→ **Exercise requirements**:
From the records that follow, copy every line that contains the word "dead".

--- Given entries Enclosed Below ---

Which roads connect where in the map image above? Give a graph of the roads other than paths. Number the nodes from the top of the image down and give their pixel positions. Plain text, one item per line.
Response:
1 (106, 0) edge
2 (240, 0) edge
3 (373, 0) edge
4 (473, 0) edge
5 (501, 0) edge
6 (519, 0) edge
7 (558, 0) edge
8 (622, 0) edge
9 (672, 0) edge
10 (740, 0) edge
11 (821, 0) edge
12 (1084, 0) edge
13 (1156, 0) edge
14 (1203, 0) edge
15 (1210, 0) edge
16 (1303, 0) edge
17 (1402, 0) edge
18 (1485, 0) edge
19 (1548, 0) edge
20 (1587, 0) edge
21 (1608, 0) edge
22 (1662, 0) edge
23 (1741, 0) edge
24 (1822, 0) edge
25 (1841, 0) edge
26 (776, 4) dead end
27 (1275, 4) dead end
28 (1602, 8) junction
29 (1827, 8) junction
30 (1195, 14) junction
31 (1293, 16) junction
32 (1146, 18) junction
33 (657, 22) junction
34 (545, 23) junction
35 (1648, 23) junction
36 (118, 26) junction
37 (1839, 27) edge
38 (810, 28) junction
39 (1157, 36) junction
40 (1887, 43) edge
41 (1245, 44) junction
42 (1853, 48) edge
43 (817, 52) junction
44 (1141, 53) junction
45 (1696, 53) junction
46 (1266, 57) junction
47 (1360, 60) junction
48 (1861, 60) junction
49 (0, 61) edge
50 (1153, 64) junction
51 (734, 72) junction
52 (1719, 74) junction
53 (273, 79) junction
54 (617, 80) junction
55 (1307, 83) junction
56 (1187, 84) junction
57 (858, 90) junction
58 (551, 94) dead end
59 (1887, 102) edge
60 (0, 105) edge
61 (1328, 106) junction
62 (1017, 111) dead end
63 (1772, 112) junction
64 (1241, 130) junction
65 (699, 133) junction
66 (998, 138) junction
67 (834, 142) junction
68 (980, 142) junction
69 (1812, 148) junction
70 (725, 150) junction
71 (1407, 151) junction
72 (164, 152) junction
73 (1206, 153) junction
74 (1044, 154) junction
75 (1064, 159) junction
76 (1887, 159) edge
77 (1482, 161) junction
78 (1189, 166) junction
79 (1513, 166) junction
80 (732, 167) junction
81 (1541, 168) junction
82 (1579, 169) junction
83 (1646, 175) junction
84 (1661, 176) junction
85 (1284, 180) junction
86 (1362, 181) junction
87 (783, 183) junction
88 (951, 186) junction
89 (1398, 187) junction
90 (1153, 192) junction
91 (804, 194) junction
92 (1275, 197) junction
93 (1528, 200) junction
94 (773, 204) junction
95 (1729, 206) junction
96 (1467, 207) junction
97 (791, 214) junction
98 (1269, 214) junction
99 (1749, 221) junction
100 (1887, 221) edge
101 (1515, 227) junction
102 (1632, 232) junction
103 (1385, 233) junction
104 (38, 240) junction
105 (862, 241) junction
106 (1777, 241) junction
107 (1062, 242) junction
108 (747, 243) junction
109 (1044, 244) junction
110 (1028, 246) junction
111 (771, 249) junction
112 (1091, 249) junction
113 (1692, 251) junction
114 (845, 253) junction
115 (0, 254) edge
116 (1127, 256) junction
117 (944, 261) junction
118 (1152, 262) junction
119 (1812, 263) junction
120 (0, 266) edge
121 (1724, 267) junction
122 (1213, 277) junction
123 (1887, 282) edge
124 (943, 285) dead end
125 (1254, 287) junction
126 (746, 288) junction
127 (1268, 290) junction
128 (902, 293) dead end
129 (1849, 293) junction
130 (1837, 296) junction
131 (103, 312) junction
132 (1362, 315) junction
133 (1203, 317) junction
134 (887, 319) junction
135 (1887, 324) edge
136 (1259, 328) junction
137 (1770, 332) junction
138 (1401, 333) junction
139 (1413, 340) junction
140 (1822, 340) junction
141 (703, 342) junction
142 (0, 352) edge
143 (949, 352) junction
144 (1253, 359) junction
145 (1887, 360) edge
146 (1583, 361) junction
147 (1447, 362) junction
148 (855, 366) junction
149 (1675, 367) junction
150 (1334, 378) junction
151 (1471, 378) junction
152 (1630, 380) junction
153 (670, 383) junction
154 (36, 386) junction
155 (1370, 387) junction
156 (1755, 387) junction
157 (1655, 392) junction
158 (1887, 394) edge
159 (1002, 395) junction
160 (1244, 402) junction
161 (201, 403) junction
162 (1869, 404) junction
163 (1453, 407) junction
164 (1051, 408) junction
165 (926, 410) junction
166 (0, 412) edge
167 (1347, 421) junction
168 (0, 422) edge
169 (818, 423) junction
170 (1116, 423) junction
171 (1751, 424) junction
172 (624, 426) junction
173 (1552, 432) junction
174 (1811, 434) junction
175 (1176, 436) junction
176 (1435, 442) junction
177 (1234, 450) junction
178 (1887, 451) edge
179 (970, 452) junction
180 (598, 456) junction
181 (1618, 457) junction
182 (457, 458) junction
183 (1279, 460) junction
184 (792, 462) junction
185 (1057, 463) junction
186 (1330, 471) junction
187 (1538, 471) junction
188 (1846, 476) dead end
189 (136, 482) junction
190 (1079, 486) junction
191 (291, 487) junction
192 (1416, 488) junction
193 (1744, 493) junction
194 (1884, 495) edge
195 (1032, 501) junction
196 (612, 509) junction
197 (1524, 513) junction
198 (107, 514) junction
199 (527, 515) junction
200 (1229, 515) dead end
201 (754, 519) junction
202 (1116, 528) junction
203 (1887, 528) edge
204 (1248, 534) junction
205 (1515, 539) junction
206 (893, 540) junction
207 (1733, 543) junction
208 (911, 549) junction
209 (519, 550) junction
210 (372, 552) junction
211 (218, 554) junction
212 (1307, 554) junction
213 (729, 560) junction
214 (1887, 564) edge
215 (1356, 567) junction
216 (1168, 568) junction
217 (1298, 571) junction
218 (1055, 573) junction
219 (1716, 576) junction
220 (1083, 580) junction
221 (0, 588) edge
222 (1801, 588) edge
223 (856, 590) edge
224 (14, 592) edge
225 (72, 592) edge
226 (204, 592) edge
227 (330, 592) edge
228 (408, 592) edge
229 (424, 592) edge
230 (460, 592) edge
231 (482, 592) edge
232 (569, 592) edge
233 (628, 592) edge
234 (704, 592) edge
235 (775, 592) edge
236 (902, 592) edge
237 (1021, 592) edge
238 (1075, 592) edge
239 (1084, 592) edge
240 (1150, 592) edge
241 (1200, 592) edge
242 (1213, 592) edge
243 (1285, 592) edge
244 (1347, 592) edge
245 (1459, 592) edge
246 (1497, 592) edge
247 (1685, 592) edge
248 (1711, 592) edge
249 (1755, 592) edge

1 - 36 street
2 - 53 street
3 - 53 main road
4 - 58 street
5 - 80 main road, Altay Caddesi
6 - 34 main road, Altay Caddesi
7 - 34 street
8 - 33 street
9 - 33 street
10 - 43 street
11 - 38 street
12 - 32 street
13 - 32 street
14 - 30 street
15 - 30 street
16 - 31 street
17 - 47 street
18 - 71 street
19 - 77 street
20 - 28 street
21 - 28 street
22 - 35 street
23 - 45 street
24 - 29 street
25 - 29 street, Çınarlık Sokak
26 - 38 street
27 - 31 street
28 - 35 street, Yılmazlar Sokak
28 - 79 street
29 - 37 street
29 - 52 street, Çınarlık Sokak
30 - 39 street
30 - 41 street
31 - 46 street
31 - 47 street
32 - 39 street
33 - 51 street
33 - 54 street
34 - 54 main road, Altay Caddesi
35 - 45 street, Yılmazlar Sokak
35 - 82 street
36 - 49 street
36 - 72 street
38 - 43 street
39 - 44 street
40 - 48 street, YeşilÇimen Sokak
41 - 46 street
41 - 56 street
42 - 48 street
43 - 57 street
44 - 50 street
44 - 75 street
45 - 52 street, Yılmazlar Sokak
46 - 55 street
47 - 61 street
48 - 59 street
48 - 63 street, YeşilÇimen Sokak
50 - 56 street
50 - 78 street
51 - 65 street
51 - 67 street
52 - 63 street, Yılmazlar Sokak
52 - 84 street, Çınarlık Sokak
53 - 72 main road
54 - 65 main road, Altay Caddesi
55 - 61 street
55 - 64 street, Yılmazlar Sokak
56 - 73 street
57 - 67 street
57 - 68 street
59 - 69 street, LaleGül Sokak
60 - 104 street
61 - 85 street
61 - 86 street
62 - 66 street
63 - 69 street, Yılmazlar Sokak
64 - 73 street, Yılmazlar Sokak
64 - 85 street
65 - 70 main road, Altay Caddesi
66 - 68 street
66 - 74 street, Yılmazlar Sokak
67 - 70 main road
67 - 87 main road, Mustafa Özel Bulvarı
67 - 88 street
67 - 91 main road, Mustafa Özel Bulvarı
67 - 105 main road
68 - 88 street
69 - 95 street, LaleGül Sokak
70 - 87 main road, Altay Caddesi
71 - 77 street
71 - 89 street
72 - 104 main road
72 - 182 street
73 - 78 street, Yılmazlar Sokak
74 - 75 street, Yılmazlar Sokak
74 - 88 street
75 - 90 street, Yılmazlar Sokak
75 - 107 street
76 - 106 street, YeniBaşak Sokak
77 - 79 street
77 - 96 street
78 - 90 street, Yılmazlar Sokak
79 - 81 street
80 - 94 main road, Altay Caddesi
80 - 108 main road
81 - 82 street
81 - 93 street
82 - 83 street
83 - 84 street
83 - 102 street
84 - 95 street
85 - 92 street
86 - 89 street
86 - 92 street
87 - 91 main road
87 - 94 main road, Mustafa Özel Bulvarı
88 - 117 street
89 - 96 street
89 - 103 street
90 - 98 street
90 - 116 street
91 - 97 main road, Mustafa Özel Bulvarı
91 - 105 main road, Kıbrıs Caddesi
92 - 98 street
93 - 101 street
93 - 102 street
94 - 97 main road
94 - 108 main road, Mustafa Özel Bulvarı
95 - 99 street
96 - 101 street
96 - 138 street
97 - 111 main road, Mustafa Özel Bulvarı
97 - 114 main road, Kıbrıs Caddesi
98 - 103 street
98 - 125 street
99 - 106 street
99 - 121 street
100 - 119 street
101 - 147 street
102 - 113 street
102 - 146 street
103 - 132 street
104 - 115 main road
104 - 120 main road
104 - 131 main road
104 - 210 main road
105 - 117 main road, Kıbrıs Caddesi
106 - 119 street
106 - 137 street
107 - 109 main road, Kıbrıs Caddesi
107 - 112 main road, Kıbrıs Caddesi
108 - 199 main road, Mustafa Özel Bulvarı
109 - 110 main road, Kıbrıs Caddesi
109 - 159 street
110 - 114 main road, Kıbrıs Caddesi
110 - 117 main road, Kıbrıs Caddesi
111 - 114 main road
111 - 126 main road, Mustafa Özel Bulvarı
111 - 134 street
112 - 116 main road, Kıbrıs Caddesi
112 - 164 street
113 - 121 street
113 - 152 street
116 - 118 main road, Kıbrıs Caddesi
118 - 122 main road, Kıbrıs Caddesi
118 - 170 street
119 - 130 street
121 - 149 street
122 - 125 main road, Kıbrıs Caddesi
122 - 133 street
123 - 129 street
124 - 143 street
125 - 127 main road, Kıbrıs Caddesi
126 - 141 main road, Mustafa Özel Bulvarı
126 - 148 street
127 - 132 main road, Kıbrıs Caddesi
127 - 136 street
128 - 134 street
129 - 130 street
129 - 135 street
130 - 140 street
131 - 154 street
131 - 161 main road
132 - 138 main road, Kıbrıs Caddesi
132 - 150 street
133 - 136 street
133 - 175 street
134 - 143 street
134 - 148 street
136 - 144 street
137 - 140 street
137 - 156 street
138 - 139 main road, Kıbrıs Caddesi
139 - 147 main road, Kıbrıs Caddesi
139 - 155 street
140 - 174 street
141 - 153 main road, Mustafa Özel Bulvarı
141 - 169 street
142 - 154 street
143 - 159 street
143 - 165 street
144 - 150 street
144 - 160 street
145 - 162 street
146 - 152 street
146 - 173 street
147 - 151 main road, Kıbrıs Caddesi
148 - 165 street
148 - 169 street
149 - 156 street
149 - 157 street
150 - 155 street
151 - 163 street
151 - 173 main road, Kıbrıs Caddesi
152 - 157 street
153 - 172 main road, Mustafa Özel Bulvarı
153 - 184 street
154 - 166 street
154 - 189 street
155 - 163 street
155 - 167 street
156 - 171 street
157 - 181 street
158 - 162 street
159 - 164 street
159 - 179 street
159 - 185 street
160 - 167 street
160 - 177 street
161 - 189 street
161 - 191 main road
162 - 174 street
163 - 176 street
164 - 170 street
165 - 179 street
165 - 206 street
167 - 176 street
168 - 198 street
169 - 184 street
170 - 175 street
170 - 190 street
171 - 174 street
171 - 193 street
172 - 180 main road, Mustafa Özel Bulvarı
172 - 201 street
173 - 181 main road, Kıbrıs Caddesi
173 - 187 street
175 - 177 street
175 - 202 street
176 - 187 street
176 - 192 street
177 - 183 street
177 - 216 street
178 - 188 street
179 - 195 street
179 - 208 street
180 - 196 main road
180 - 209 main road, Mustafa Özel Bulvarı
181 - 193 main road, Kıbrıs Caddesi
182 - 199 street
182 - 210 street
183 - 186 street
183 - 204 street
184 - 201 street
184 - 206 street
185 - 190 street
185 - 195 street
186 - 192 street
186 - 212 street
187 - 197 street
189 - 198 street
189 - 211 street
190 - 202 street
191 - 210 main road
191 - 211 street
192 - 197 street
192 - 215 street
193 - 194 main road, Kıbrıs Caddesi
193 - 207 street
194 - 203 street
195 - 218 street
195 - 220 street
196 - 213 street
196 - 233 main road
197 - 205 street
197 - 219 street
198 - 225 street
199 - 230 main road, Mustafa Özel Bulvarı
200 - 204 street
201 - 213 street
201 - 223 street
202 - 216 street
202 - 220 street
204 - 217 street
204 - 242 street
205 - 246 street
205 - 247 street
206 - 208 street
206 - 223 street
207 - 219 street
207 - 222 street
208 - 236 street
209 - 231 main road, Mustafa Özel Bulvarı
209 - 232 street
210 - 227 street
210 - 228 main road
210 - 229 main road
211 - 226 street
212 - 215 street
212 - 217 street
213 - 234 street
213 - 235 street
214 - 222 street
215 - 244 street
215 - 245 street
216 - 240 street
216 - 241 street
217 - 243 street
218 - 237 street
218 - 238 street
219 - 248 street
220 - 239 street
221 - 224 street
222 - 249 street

--- End of Enclosed Given entries ---

→ **Exercise result**:
26 (776, 4) dead end
27 (1275, 4) dead end
58 (551, 94) dead end
62 (1017, 111) dead end
124 (943, 285) dead end
128 (902, 293) dead end
188 (1846, 476) dead end
200 (1229, 515) dead end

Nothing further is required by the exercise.